Ben Nadel
On User Experience (UX) Design, JavaScript, ColdFusion, Node.js, Life, and Love.
I am the chief technical officer at InVision App, Inc - a prototyping and collaboration platform for designers, built by designers. I also rock out in JavaScript and ColdFusion 24x7.
Meanwhile on Twitter
Loading latest tweet...
Ben Nadel at cf.Objective() 2013 (Bloomington, MN) with:

Using ColdFusion Structures To Remove Duplicate List Values

Posted by Ben Nadel
Tags: ColdFusion

The other week, I posted a solution for Ray Camden's Friday Puzzler for Santa's list. It involved using the ColdFusion structure (struct) as a utility to clean lists. I thought it worked quite nicely and thought that I would talk about it here quickly. The beauty of the ColdFusion struct is that it is an object that maps keys to values. This mapping feature forces the struct to only have unique keys as there would be no way to map two duplicate keys to two different values. This mapping can be leveraged to clean the list of duplicate values.

To demonstrate this, let's build a list that has duplicate values:

  • <!--- Create a group values that have duplicate values. --->
  • <cfsavecontent variable="strListData">
  • Ghost Busters
  • What About Bob
  • Broken Flowers
  • What About Bob
  • Lost In Translation
  • Stripes
  • Scrooge
  • What About Bob
  • Lost In Translation
  • </cfsavecontent>
  •  
  •  
  • <!--- Create a list based on the list data. --->
  • <cfset lstMovies = strListData.Trim().ReplaceAll(
  • "[\r\n\t]+",
  • ","
  • ) />

This is a bit of a round-about way to create a list, but I am doing this for readability (so you can really see the list). If we output the list above:

  • <!--- Break list on to different lines. --->
  • #lstMovies.ReplaceAll( ",", "<br />" )#

... we get:

Ghost Busters
What About Bob
Broken Flowers
What About Bob
Lost In Translation
Stripes
Scrooge
What About Bob
Lost In Translation

Now, we can loop over the list and add them to the ColdFusion struct. Remember, due to the mapping nature of the struct, duplicate keys will override each other, thereby removing duplicates:

  • <!--- Create a structure to hold the movie titles. --->
  • <cfset objMovies = StructNew() />
  •  
  • <!--- Loop over the list to add mappings to the struct. --->
  • <cfloop index="strMovie" list="#lstMovies#" delimiters=",">
  •  
  • <!---
  • Store key/value pair. In this case, we don't
  • really care about the value (hence storing ""
  • as value). We only care about the key.
  • --->
  • <cfset objMovies[ strMovie ] = "" />
  •  
  • </cfloop>
  •  
  • <!--- Convert the now unique key values into a list. --->
  • <cfset lstMovies = StructKeyList( objMovies ) />

Now, outputting that list:

  • <!--- Break list on to different lines. --->
  • #lstMovies.ReplaceAll( ",", "<br />" )#

... we get:

Lost In Translation
What About Bob
Stripes
Scrooge
Ghost Busters
Broken Flowers

Notice that this time, the duplicates have been removed. Notice also that the order of the list has been changed. That usually won't matter as I don't think you should require proper ordering in a list that is required to remove duplicate values.

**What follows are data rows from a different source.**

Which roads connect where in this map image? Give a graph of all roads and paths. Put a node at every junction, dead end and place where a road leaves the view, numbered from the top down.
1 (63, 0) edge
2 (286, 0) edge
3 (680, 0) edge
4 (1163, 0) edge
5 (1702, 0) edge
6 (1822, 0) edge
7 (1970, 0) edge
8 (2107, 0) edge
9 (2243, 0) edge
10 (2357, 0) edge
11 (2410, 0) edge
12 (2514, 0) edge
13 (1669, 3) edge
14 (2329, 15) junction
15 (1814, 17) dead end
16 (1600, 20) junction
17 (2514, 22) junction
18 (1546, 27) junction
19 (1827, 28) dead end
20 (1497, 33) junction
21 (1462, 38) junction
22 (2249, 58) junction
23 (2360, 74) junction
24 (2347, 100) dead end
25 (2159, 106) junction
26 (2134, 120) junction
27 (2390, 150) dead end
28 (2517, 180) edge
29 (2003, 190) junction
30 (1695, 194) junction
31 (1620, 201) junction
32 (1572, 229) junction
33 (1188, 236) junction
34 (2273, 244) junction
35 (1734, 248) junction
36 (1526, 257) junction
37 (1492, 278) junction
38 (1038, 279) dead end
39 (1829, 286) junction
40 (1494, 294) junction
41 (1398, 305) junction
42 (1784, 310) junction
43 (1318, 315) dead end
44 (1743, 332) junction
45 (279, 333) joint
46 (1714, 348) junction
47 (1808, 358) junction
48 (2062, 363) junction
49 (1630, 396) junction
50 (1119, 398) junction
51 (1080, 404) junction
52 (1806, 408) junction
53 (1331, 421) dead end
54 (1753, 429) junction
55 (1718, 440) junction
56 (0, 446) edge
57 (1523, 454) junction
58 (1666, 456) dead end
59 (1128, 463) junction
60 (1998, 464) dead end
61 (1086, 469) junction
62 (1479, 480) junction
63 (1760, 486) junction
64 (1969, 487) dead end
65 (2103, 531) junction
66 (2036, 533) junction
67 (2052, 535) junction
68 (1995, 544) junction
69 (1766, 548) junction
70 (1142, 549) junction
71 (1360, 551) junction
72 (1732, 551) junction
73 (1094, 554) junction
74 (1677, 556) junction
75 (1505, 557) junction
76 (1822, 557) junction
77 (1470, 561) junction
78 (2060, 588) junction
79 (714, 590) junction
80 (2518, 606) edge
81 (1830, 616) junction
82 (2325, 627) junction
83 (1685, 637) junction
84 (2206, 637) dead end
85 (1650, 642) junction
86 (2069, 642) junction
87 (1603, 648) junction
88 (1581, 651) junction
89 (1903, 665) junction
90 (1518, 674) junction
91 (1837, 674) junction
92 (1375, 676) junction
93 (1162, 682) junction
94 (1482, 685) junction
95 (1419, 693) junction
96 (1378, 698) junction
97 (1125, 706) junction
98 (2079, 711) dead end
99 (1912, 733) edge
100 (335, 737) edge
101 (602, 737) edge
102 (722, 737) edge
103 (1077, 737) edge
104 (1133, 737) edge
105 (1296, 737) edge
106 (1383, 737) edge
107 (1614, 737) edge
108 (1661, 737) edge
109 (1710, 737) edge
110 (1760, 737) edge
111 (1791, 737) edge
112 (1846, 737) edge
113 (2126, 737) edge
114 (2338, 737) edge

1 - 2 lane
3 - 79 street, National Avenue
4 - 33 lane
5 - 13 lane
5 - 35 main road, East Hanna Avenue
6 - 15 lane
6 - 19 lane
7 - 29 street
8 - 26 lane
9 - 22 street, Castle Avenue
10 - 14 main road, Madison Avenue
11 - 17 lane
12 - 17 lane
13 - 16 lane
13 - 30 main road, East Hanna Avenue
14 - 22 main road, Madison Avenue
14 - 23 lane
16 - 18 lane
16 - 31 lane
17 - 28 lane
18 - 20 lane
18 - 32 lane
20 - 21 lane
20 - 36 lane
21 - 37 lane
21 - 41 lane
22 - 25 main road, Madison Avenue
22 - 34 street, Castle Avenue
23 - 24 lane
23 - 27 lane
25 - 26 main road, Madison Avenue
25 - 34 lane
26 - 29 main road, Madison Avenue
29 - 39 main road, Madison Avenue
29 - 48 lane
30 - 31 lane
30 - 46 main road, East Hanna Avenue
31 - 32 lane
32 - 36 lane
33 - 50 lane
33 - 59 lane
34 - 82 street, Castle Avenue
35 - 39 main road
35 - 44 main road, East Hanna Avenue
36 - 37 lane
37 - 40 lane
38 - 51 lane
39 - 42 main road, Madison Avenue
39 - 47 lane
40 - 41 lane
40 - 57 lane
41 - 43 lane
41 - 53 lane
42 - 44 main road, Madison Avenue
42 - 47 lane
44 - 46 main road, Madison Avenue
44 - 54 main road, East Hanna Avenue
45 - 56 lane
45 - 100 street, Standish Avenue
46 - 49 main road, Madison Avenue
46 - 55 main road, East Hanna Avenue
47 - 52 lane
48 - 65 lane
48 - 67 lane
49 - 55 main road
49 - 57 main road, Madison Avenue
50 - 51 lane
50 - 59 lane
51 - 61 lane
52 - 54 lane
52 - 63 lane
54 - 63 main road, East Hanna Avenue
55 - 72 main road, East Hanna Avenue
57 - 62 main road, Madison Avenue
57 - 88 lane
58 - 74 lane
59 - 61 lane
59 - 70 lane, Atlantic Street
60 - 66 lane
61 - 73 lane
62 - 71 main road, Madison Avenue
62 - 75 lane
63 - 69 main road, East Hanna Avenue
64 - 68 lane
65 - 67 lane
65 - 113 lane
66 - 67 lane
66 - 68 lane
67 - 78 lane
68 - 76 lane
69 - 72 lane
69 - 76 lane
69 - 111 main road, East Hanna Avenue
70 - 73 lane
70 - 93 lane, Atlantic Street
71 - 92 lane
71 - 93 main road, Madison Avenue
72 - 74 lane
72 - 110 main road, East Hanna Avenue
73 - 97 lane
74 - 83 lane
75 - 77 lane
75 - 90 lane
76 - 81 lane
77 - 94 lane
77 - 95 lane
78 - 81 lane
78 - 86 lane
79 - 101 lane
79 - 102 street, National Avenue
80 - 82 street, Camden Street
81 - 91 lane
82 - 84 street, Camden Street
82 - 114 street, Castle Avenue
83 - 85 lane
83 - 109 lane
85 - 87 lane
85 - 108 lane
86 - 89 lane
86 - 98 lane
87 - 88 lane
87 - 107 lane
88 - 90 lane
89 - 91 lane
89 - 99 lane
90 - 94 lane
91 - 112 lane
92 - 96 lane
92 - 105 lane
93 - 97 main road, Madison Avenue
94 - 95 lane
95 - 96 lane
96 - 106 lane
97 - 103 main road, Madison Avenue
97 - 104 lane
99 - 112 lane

I am not sure how this compares (performance-wise) to the loop/check strategy that constantly checks for duplicates. I almost want to say that this would be faster as there really is no logic involved. There's no CFIF statements, no conditionals; all we do is set values and then join them together. It's that easy.

One final note: this is not case sensitive. The structure, like most all ColdFusion, treats mixed cases as the same value. If you want to do this type of algorithm with case sensitivity, you can create a Java 2 Hashtable and use it in similar way. I won't go into that though, as that is not something any of us really need to do (or otherwise, we probably shouldn't be using lists perhaps?).




Reader Comments

Very Clean!

There are other ways to remove duplicates in a list, but none as elegant as this.

Good Show!

Dan Wilson

Reply to this Comment

Thanks! I've been looking for a way to speed up the creation of a unique 5 character id list I create for emails tracking in one of our products. The best way I could find to keep the list unique was just using string contains on a list but your struct alternative is MUCH faster. I'm still checking my code but here are some figures:

2,000 IDs
- List/String = 1797ms
- Struct = 171ms

10,000 IDs
- List/String = 41750ms
- Struct = 937ms

Reply to this Comment

Daniel,

That's awesome. I had a gut feeling tell me it would be faster, but it's nice to see some numbers on it.

Reply to this Comment

100,000 IDs
- List/String (not going to do it now, tried in the past and its like 20 minutes)
- Struct = 50266ms (WOW!)

I have it flushing counts every 100 ID attempts and it pauses around 36800 and 74900 every time so there is some type of conversion going on around those sizes. I noticed similar pauses occurring when using strings.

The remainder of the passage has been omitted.